Last century, when the last world war after the ‘War to end all Wars’ finished and yet another (Cold) War developed with each side playing a game called MAD – Mutually Assured Destruction – many people who were desperate for peace on earth turned their backs on Western Religion and adopted Eastern ‘spirituality’ with open-hearts and lofty expectations. Given that any belief demands faith, trust, hope and unquestioning agreement, none bothered to stop and investigate the basic tenets of this ‘spiritual movement’ – Eastern religion and philosophy. The core belief that underpins Eastern religion and philosophy is that ‘who-one-truly-is’ is spirit only and one is most definitely not the body. To sustain this belief one needs to deny the body and its functions, as in ‘I am not the body, I am not the mind’, etc. This belief, if fully indulged, can lead to a state of solipsism:

‘the view or theory that only the self really exists or can be known’ Oxford dictionary

which is the most extreme form of denial, pathological dissociation. This denial represents an abdication of any and all actions that ‘the body’ and ‘the mind’ happen to do for they are not ‘me’, they are but vessels for ‘my’ earthly journey or even ethereal manifestations of the real, substantive ‘Me’. This core belief in the East is most graphically seen in the teachings of Ramesh Balsekar and the wisdom and culture of Zen Buddhism.

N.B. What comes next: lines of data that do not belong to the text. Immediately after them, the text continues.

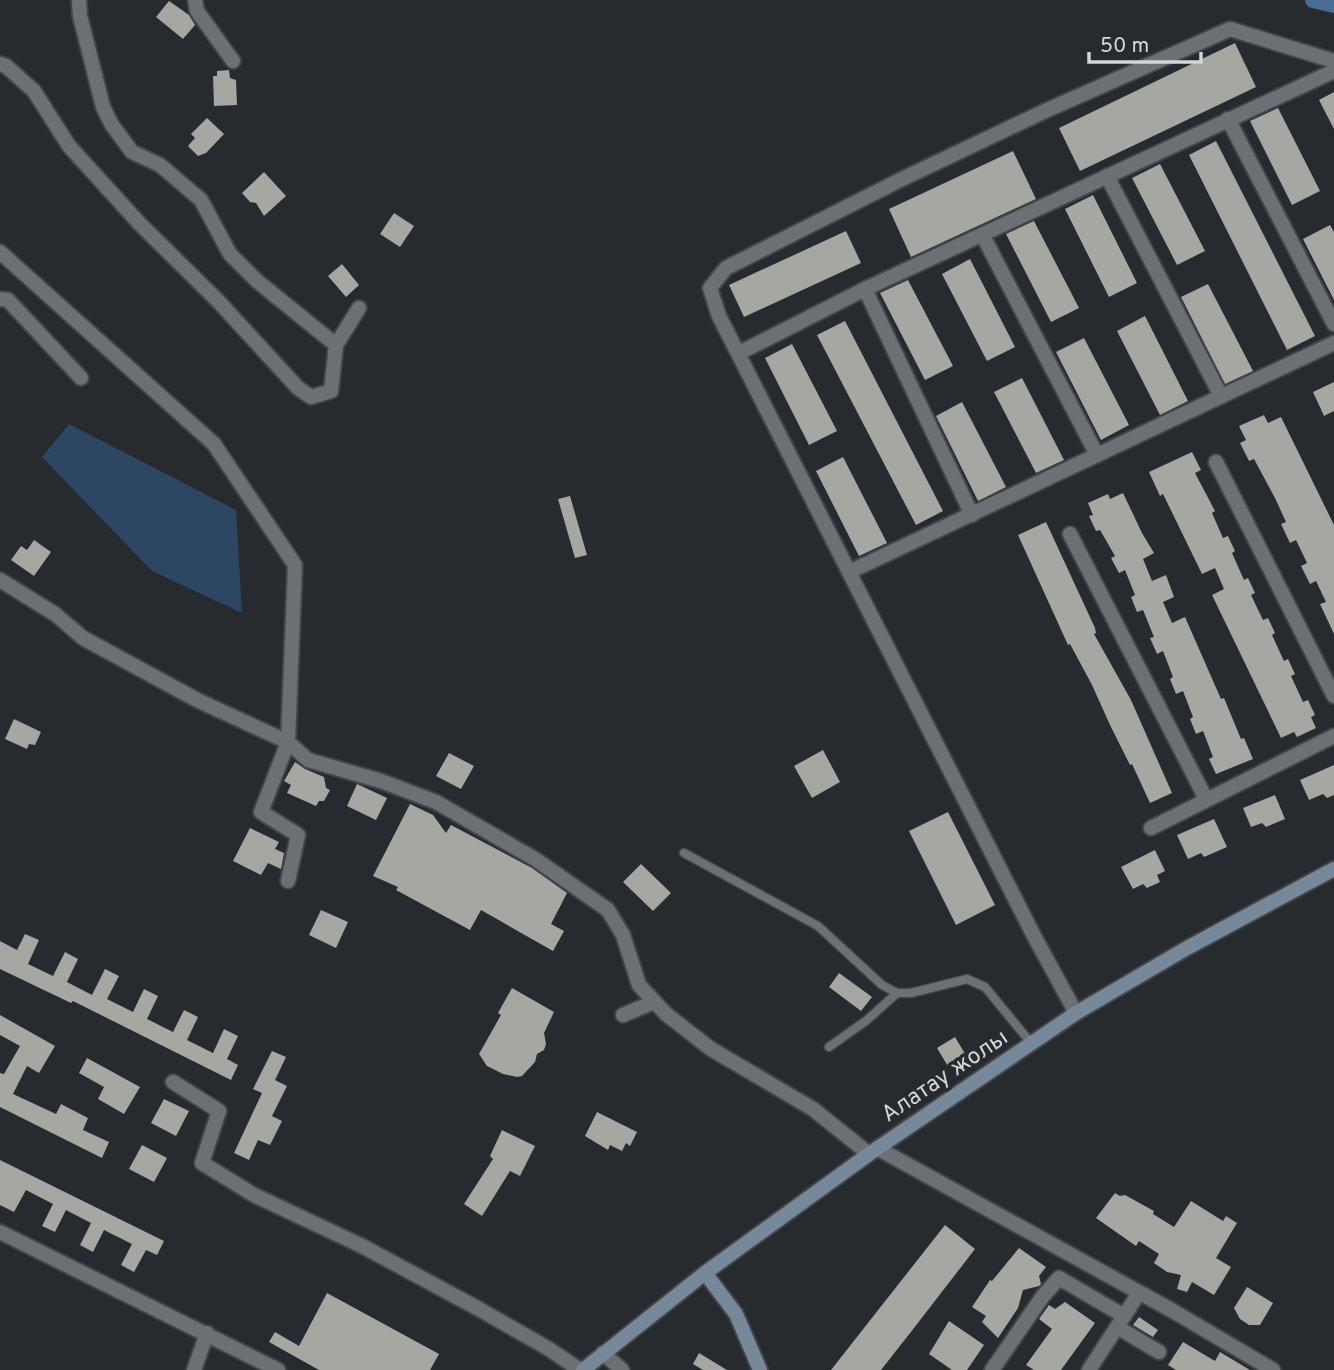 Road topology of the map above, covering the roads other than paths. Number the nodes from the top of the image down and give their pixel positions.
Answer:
1 (195, 0) edge
2 (79, 1) edge
3 (233, 61) dead end
4 (1334, 61) edge
5 (0, 64) edge
6 (1334, 71) edge
7 (1228, 119) junction
8 (1107, 176) junction
9 (983, 236) junction
10 (0, 252) edge
11 (865, 289) junction
12 (0, 299) edge
13 (359, 308) dead end
14 (1334, 324) edge
15 (1334, 343) edge
16 (336, 345) junction
17 (739, 353) junction
18 (81, 378) dead end
19 (1221, 396) junction
20 (1097, 455) junction
21 (1216, 462) dead end
22 (972, 515) junction
23 (1070, 534) dead end
24 (849, 572) junction
25 (0, 580) edge
26 (1334, 696) edge
27 (1334, 736) edge
28 (288, 741) junction
29 (1206, 799) junction
30 (1151, 828) dead end
31 (684, 853) dead end
32 (1334, 869) edge
33 (288, 881) dead end
34 (897, 993) junction
35 (654, 1002) junction
36 (1076, 1013) junction
37 (623, 1015) dead end
38 (1031, 1044) junction
39 (829, 1047) dead end
40 (173, 1082) dead end
41 (873, 1151) junction
42 (0, 1232) edge
43 (705, 1273) junction
44 (1139, 1293) junction
45 (1121, 1321) junction
46 (206, 1333) junction
47 (1159, 1352) dead end
48 (603, 1353) junction
49 (194, 1370) edge
50 (278, 1370) edge
51 (582, 1370) edge
52 (622, 1370) edge
53 (760, 1370) edge
54 (992, 1370) edge
55 (1089, 1370) edge
56 (1273, 1370) edge

1 - 3 street
2 - 16 street
4 - 17 street
5 - 16 street
6 - 7 street
7 - 8 street
7 - 14 street
8 - 9 street
8 - 19 street
9 - 11 street
9 - 20 street
10 - 28 street
11 - 17 street
11 - 22 street
12 - 18 street
13 - 16 street
15 - 19 street
17 - 24 street
19 - 20 street
20 - 22 street
21 - 26 street
22 - 24 street
23 - 29 street
24 - 36 street
25 - 28 street
27 - 29 street
28 - 33 street
28 - 35 street
29 - 30 street
31 - 34 lane
32 - 36 main road, Алатау жолы
34 - 38 lane
34 - 39 lane
35 - 37 street
35 - 41 street
36 - 38 main road, Алатау жолы
38 - 41 main road, Алатау жолы
40 - 51 street
41 - 43 main road, Алатау жолы
41 - 44 street
42 - 46 street
43 - 48 main road, Алатау жолы
43 - 53 main road
44 - 45 street
44 - 56 street
45 - 47 street
45 - 54 street
45 - 55 street
46 - 49 street
46 - 50 street
48 - 51 main road, Алатау жолы
48 - 52 street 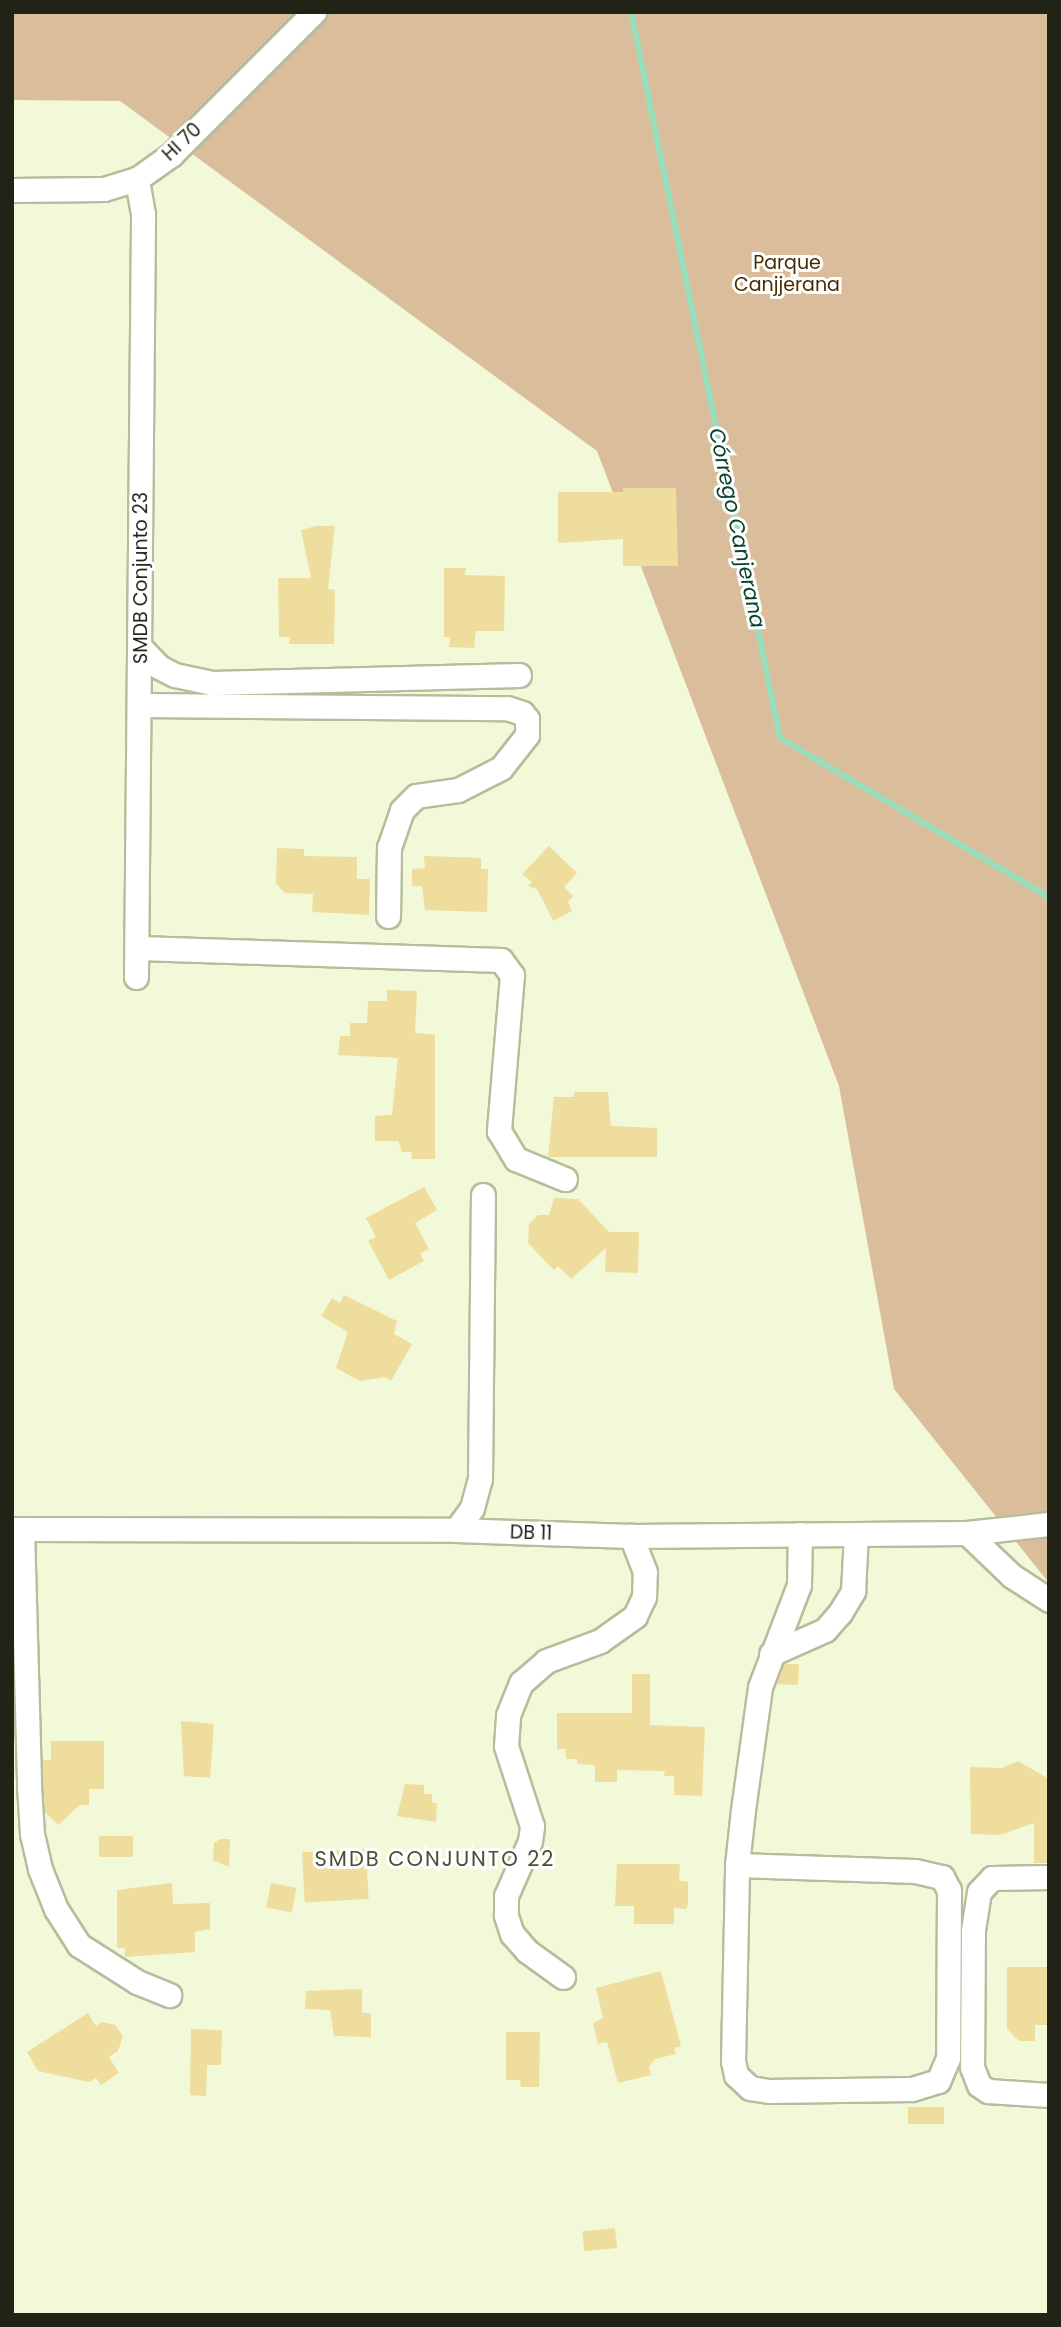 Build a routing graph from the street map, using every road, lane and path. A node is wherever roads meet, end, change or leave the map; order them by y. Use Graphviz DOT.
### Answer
graph roads {
  1 [pos="314,12"];
  2 [pos="137,179"];
  3 [pos="12,190"];
  4 [pos="140,648"];
  5 [pos="519,675"];
  6 [pos="140,705"];
  7 [pos="388,916"];
  8 [pos="139,948"];
  9 [pos="136,977"];
  10 [pos="565,1179"];
  11 [pos="483,1195"];
  12 [pos="1049,1524"];
  13 [pos="17,1529"];
  14 [pos="456,1530"];
  15 [pos="967,1533"];
  16 [pos="800,1534"];
  17 [pos="856,1534"];
  18 [pos="631,1536"];
  19 [pos="1049,1600"];
  20 [pos="771,1654"];
  21 [pos="737,1865"];
  22 [pos="1049,1877"];
  23 [pos="563,1977"];
  24 [pos="170,1995"];
  25 [pos="1049,2095"];
  1 -- 2 [label="street, HI 70"];
  2 -- 3 [label="street, HI 70"];
  2 -- 4 [label="street, SMDB Conjunto 23"];
  4 -- 5 [label="street"];
  4 -- 6 [label="street, SMDB Conjunto 23"];
  6 -- 7 [label="street"];
  6 -- 8 [label="street, SMDB Conjunto 23"];
  8 -- 9 [label="street, SMDB Conjunto 23"];
  8 -- 10 [label="street"];
  11 -- 14 [label="street"];
  12 -- 15 [label="street, DB 11"];
  13 -- 14 [label="street, DB 11"];
  13 -- 24 [label="street"];
  14 -- 18 [label="street, DB 11"];
  15 -- 17 [label="street, DB 11"];
  15 -- 19 [label="street"];
  16 -- 17 [label="street, DB 11"];
  16 -- 18 [label="street, DB 11"];
  16 -- 20 [label="street"];
  17 -- 20 [label="street"];
  18 -- 23 [label="street"];
  20 -- 21 [label="street"];
  21 -- 21 [label="street"];
  22 -- 25 [label="street"];
}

A bit from Ramesh Balsekar which you may think of as extreme, but it is nothing other than a ‘tell it like it is’, unambiguous description of the deep-seated belief that ultimately prevents a spiritual believer for taking full responsibility for their malicious and sorrowful words, thoughts, feelings and behaviour –

[WIE]: Do you mean to say that if an individual acts in a way that ends up hurting another, then the person who did it, or, as you say, the ‘body/mind organism’ who did it, is not responsible?

[Balsekar]: What I’m saying here is that you know that ‘I’ didn’t do it. I’m not saying I’m not sorry that it hurt someone. The fact that someone was hurt will bring about a feeling of compassion and the feeling of compassion will result in my trying to do whatever I can to assuage the hurt. But there will be no feeling of guilt: I didn’t do it!

The other side of this is that an action happens which the society lauds and gives me a reward for. I’m not saying that happiness will not arise because of the reward. Just as compassion arose because of the hurt, a feeling of satisfaction or happiness may arise because of a reward. But there’ll be no pride.

[WIE]: But do you literally mean that if I go and hit someone, it’s not me doing it? I just want to get clear about this.

[Balsekar]: The original fact, the original concept still remains: you hit somebody. The additional concept arises that whatever happens is God’s will, and God’s will with respect to each body/mind organism is the destiny of that body/mind organism.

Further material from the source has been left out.